* _ASSIGNMENT_: Pick out the lines below with "mouth" and list them.
+ + + + + + +
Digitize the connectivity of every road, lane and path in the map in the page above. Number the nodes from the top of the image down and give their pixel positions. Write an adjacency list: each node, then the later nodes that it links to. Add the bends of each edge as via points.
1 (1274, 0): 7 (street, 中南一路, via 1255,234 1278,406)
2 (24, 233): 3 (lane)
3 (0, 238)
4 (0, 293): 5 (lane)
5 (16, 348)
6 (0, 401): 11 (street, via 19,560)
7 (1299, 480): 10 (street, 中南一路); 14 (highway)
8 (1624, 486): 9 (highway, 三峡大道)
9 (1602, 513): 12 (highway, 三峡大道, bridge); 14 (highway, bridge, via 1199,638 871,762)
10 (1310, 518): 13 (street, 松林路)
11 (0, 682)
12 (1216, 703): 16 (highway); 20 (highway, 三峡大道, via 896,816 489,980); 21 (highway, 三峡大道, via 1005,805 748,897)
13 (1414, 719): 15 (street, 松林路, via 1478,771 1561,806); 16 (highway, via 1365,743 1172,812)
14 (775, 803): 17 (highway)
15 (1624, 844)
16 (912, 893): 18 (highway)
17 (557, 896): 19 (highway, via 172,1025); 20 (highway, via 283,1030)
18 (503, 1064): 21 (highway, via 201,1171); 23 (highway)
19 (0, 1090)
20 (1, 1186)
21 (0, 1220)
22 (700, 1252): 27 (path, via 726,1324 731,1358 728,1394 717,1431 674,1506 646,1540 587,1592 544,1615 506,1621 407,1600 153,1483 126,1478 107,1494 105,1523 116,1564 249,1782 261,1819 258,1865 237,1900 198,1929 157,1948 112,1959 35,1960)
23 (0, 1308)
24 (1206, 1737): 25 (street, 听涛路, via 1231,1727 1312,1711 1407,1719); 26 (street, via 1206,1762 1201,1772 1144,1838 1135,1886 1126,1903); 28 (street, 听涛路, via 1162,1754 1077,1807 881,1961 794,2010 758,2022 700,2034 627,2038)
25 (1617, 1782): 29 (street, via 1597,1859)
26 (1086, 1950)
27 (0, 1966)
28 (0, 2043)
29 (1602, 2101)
+ + + + + + +
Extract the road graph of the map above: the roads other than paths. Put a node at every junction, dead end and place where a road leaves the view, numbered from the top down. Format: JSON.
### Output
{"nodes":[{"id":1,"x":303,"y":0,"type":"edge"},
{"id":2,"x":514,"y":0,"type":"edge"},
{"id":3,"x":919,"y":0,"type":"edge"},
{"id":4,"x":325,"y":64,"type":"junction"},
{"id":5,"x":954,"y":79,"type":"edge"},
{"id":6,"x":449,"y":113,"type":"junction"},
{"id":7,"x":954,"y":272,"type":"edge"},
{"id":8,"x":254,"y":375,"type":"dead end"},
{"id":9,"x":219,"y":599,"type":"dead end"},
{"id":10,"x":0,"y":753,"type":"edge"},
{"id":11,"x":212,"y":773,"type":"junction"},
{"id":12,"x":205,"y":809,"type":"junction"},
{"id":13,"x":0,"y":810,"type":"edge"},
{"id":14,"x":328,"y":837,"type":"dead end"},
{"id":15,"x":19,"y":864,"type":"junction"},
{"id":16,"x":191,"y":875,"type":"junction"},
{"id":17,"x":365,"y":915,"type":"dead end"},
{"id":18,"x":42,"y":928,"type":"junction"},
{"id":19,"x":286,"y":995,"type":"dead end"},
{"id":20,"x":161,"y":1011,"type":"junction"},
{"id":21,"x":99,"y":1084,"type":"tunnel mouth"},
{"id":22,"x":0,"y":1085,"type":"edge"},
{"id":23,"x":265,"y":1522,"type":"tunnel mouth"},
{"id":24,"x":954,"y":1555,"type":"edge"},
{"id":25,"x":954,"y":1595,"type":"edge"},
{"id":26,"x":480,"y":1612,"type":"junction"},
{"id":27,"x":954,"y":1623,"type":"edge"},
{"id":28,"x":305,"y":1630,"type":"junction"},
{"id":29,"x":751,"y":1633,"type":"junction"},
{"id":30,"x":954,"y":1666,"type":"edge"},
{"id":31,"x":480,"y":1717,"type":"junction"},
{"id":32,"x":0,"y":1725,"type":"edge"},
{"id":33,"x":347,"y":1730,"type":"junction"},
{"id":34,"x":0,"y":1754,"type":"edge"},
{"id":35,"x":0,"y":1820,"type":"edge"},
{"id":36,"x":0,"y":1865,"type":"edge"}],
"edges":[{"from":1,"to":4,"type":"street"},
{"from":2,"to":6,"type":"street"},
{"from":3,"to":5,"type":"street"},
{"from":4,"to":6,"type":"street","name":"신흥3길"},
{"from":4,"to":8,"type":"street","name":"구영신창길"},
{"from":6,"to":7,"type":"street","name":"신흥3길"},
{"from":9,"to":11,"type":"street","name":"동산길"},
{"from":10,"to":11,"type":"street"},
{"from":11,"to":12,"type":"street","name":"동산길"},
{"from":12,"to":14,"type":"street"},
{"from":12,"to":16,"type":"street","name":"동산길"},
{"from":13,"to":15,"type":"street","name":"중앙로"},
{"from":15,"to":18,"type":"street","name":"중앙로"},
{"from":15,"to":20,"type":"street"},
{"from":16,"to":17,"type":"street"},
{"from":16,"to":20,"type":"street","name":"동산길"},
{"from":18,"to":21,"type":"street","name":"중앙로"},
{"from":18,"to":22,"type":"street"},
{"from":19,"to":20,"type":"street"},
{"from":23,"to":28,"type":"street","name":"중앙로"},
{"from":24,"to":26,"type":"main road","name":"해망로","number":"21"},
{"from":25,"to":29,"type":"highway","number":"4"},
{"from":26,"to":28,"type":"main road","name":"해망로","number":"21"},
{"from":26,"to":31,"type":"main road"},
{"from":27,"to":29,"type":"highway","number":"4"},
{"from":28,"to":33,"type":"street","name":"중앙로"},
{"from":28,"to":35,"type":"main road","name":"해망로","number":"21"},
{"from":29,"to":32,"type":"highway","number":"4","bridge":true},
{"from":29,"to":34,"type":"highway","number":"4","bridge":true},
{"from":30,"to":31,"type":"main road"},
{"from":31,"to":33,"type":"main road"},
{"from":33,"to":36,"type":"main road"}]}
+ + + + + + +
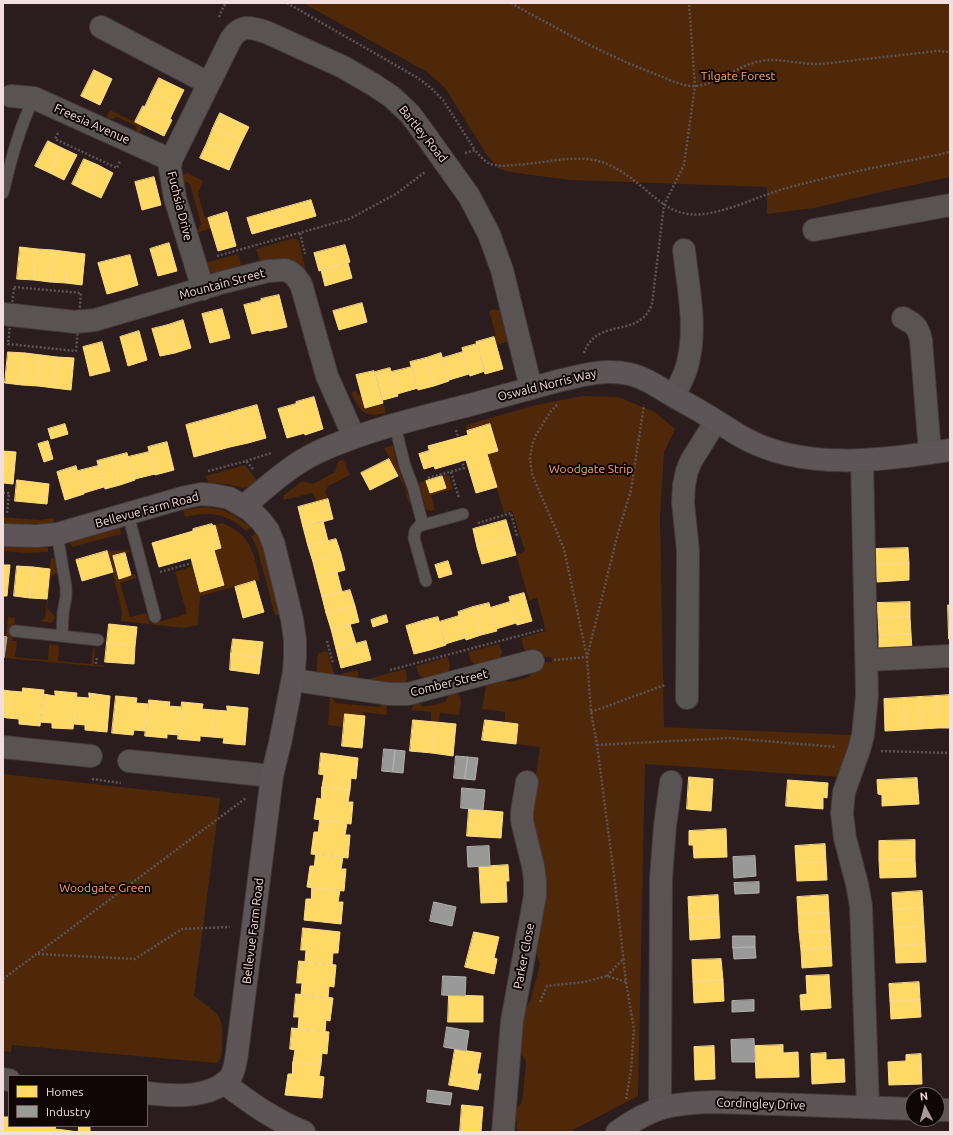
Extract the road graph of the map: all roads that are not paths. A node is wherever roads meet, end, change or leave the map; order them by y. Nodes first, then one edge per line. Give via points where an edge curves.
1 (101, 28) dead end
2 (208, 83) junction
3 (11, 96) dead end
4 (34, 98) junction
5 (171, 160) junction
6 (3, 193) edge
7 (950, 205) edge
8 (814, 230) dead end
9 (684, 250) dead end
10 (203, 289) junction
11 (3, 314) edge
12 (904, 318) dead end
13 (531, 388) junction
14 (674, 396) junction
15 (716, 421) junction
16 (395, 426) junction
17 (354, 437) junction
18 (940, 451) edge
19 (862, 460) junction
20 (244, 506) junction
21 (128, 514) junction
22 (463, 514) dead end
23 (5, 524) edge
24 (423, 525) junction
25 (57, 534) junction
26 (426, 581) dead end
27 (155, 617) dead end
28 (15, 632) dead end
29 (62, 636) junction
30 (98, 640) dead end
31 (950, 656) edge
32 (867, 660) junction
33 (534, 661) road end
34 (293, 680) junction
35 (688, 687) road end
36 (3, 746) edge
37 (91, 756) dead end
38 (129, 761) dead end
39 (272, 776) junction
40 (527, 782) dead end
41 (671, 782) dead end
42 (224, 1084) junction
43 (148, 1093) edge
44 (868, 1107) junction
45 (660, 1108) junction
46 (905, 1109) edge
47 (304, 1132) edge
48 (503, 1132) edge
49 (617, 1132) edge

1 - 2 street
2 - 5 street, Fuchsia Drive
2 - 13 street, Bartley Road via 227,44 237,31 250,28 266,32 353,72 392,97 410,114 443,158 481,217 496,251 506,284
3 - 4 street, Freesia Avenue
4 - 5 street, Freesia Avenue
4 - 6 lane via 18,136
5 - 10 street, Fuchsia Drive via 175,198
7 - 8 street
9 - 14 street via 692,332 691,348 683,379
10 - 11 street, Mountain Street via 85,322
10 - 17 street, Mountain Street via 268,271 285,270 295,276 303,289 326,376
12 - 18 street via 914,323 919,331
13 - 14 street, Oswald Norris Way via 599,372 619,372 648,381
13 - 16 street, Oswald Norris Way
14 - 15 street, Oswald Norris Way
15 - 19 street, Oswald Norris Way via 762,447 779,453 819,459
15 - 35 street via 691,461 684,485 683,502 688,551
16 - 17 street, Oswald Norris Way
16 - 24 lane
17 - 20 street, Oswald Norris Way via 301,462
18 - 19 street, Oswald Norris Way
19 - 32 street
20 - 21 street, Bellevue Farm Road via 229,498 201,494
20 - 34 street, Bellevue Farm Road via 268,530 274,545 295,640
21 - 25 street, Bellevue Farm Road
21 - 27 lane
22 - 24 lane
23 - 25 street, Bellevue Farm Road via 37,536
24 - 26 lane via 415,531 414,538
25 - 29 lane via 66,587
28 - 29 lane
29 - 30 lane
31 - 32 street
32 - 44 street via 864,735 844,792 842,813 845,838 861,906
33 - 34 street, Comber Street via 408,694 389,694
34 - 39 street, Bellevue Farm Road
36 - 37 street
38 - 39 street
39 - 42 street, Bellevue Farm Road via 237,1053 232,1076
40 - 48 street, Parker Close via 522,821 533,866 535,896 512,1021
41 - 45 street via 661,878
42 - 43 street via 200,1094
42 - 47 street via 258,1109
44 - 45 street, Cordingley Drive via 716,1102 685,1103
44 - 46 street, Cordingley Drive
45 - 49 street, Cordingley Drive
+ + + + + + +
* _OUTPUT_:
{"id":21,"x":99,"y":1084,"type":"tunnel mouth"},
{"id":23,"x":265,"y":1522,"type":"tunnel mouth"},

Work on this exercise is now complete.